Lab 8: RATE and QINI Curves
Download the R script for this lab (right-click → Save As)
This lab evaluates whether targeting treatment to those predicted to benefit most improves outcomes compared with treating everyone. You will compute RATE curves and QINI curves from causal forest predictions and assess targeting efficiency at different population percentiles.
- How to rank individuals by predicted treatment benefit
- How to compute and interpret RATE curves (gain over random assignment)
- How to compute and interpret QINI curves (cumulative targeting gain)

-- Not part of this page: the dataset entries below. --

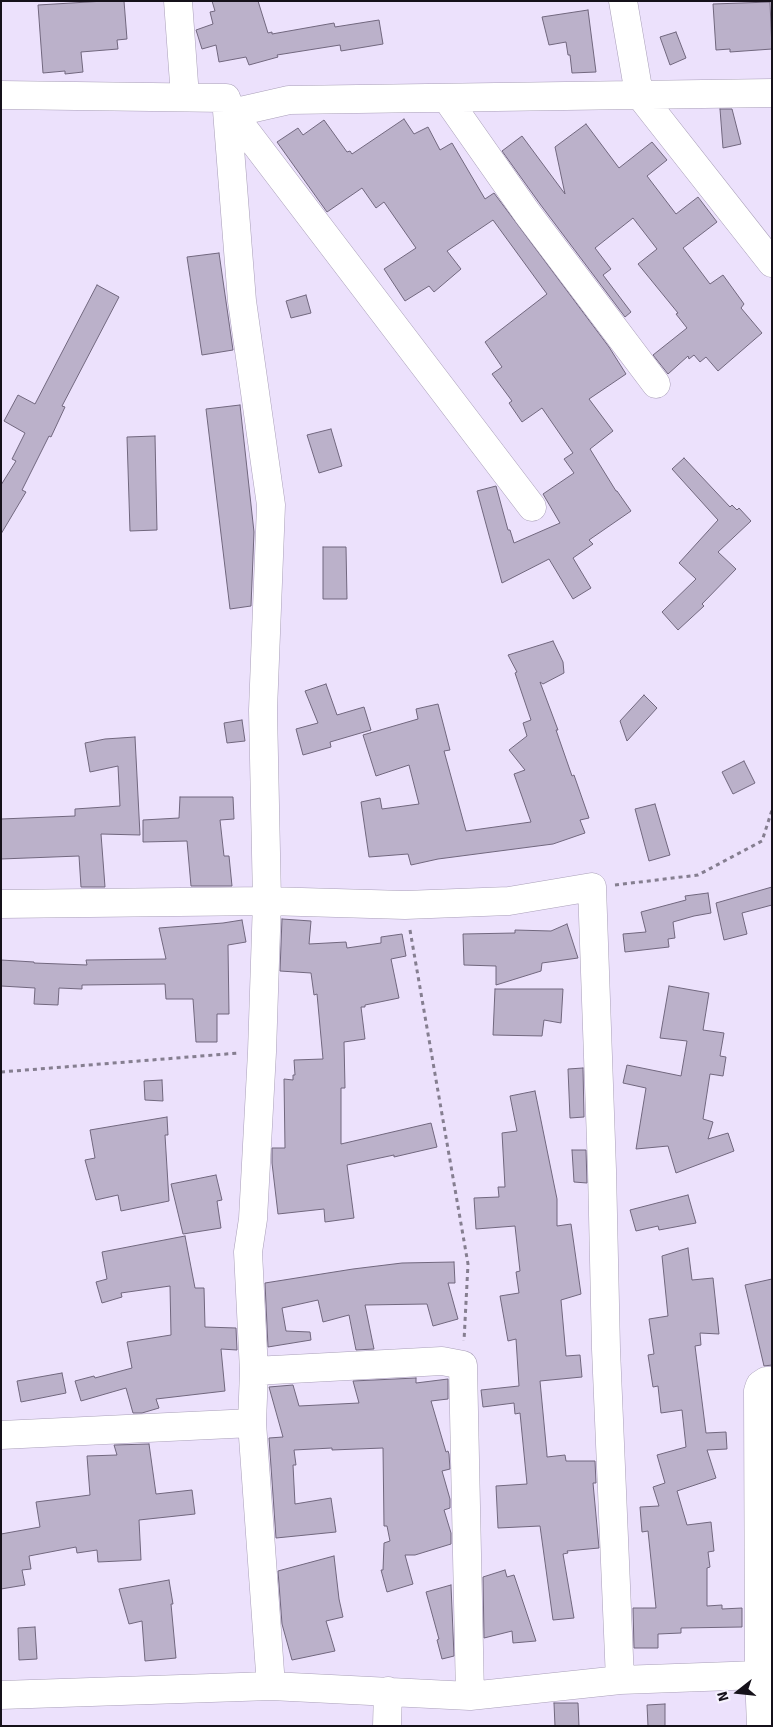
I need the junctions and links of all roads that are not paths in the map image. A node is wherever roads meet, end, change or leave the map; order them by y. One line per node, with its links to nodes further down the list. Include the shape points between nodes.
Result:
1 (178, 1): 6 (street)
2 (623, 1): 4 (street)
3 (772, 93): 4 (street)
4 (640, 94): 7 (street); 9 (street)
5 (1, 96): 6 (street)
6 (185, 97): 8 (street)
7 (447, 99): 8 (street, via 289,100); 10 (street, via 527,213)
8 (229, 105): 11 (street); 12 (street, via 242,301 271,505 263,710)
9 (772, 263)
10 (656, 384)
11 (532, 507)
12 (267, 901): 13 (street); 14 (street, via 253,1220 248,1252); 20 (street, via 405,905 509,901 592,887)
13 (1, 904)
14 (254, 1371): 16 (street); 24 (street, via 442,1361 463,1365)
15 (772, 1381): 18 (street, via 760,1385 758,1392)
16 (252, 1423): 17 (street); 21 (street)
17 (1, 1435)
18 (766, 1566): 19 (street)
19 (759, 1675): 20 (street); 26 (street)
20 (620, 1680): 24 (street)
21 (272, 1686): 22 (street); 23 (street)
22 (388, 1691): 24 (street); 25 (street)
23 (1, 1695)
24 (470, 1696)
25 (387, 1726)
26 (761, 1726)

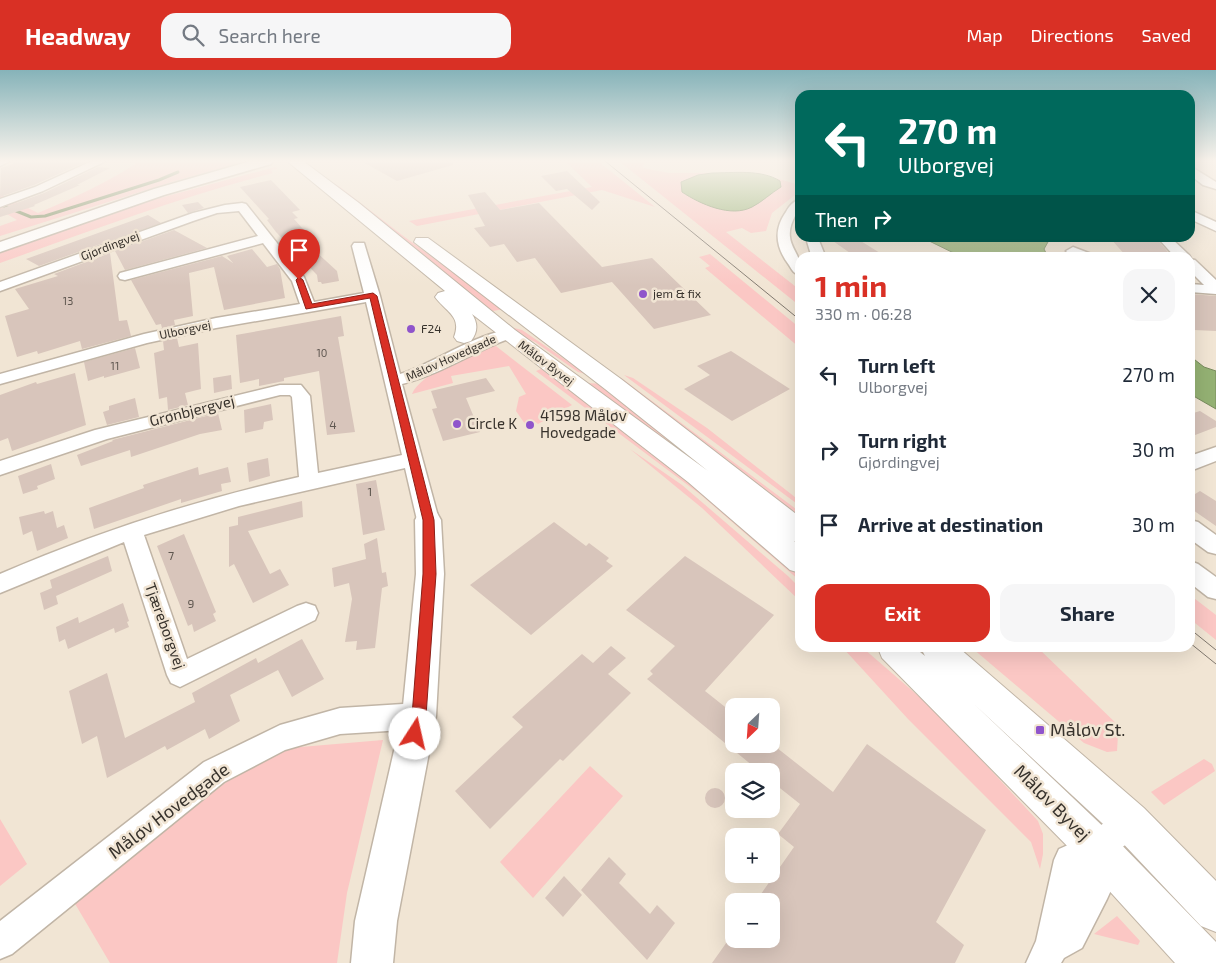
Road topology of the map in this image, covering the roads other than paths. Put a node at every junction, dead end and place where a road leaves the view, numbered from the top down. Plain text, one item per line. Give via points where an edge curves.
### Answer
1 (129, 203) edge
2 (139, 203) edge
3 (349, 203) edge
4 (369, 203) edge
5 (795, 207) edge
6 (1195, 216) edge
7 (87, 217) junction
8 (1216, 227) edge
9 (266, 238) junction
10 (1168, 242) edge
11 (359, 246) dead end
12 (0, 247) edge
13 (1178, 252) edge
14 (419, 262) junction
15 (795, 265) edge
16 (1195, 266) edge
17 (125, 276) dead end
18 (1210, 276) edge
19 (0, 287) edge
20 (1195, 288) edge
21 (1216, 289) edge
22 (373, 296) junction
23 (309, 307) junction
24 (507, 333) junction
25 (464, 337) junction
26 (577, 356) junction
27 (391, 374) junction
28 (603, 375) junction
29 (0, 379) edge
30 (1216, 453) edge
31 (414, 459) junction
32 (1195, 462) edge
33 (0, 468) edge
34 (310, 481) junction
35 (428, 520) joint
36 (795, 528) edge
37 (1195, 531) edge
38 (132, 532) junction
39 (1216, 546) edge
40 (795, 558) edge
41 (1195, 574) edge
42 (0, 584) edge
43 (1216, 590) edge
44 (306, 613) dead end
45 (898, 652) edge
46 (941, 652) edge
47 (419, 716) junction
48 (1130, 822) junction
49 (1097, 848) junction
50 (1216, 911) edge
51 (0, 942) edge
52 (1047, 955) edge
53 (372, 963) edge
54 (1204, 963) edge

1 - 7 street
2 - 7 street
3 - 14 main road, Måløv Byvej
4 - 26 main road, Måløv Byvej
5 - 15 street via 785,221 782,234 784,246
6 - 8 street
7 - 12 street
9 - 17 street
9 - 19 street, Gjørdingvej via 242,208 234,207 146,232
9 - 23 street, Gjørdingvej via 299,280
10 - 13 street
11 - 22 street, Måløv Hovedgade
14 - 24 main road, Måløv Byvej
14 - 25 main road via 448,302 466,320
16 - 18 street
18 - 21 street
20 - 21 street
22 - 23 street, Ulborgvej
22 - 27 street, Måløv Hovedgade
23 - 29 street, Ulborgvej via 144,339
24 - 25 street, Måløv Hovedgade
24 - 26 main road via 514,323 557,350
24 - 27 street, Måløv Hovedgade via 418,374
24 - 28 main road via 576,374 590,378
24 - 40 main road, Måløv Byvej via 697,476
25 - 27 street, Måløv Hovedgade
26 - 28 main road, Måløv Byvej
27 - 31 street, Måløv Hovedgade
28 - 36 main road, Måløv Byvej via 699,448
30 - 32 street
31 - 34 street
31 - 35 street, Måløv Hovedgade
33 - 34 street, Grønbjergvej via 102,434 295,389 301,396
34 - 38 street via 212,505
35 - 47 street, Måløv Hovedgade via 430,574
37 - 39 street
38 - 42 street
38 - 44 street, Tjæreborgvej via 180,675
41 - 43 street
45 - 49 main road, Måløv Byvej
46 - 48 main road
47 - 51 street, Måløv Hovedgade via 340,721 280,738 214,772
47 - 53 street, Måløv Hovedgade via 376,921
48 - 49 street
48 - 50 main road
49 - 52 street via 1096,888 1070,936
49 - 54 main road, Måløv Byvej

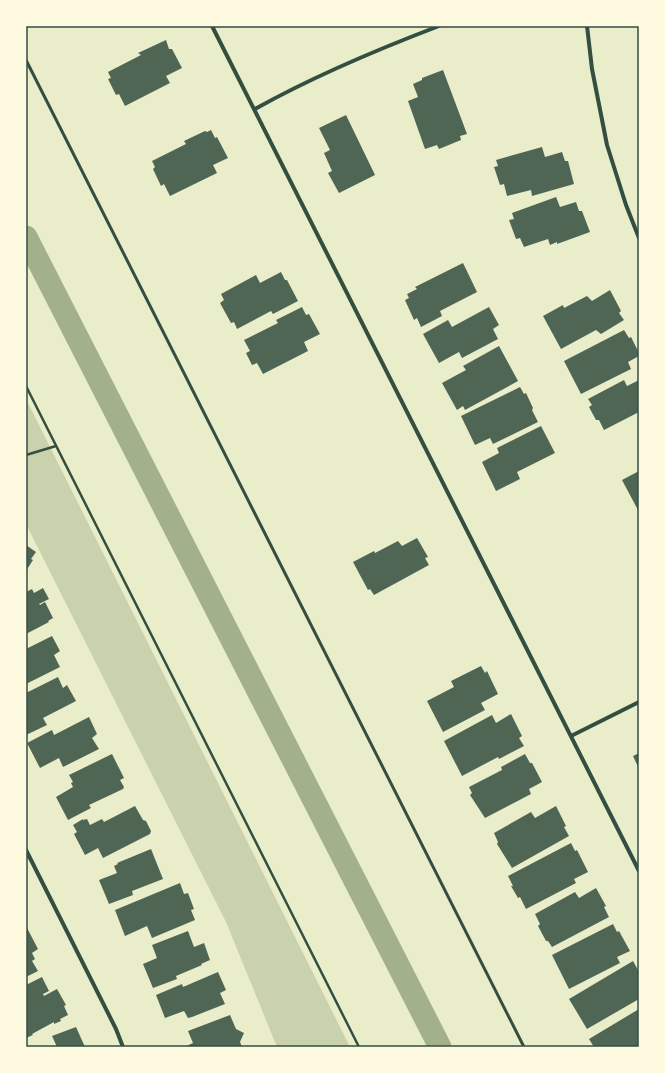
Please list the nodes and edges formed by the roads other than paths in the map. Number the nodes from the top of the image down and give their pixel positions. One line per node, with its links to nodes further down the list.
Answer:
1 (212, 26): 5 (street)
2 (439, 26): 5 (street)
3 (587, 26): 6 (street)
4 (26, 60): 12 (lane)
5 (255, 109): 8 (street)
6 (639, 238)
7 (639, 702): 8 (street)
8 (571, 736): 10 (street)
9 (26, 850): 11 (street)
10 (639, 871)
11 (123, 1047)
12 (524, 1047)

- How to characterise the covariate profile of high-benefit individuals
This lab builds directly on Labs 5 and 6. You will use the causal forest fitted in those labs to evaluate whether targeting resources to the most responsive individuals is worthwhile.
Setup
library(causalworkshop)
library(grf)
library(tidyverse)
Re-fit the causal forest from Labs 5-6 (or copy the code from Lab 5):
# simulate data
d <- simulate_nzavs_data(n = 5000, seed = 2026)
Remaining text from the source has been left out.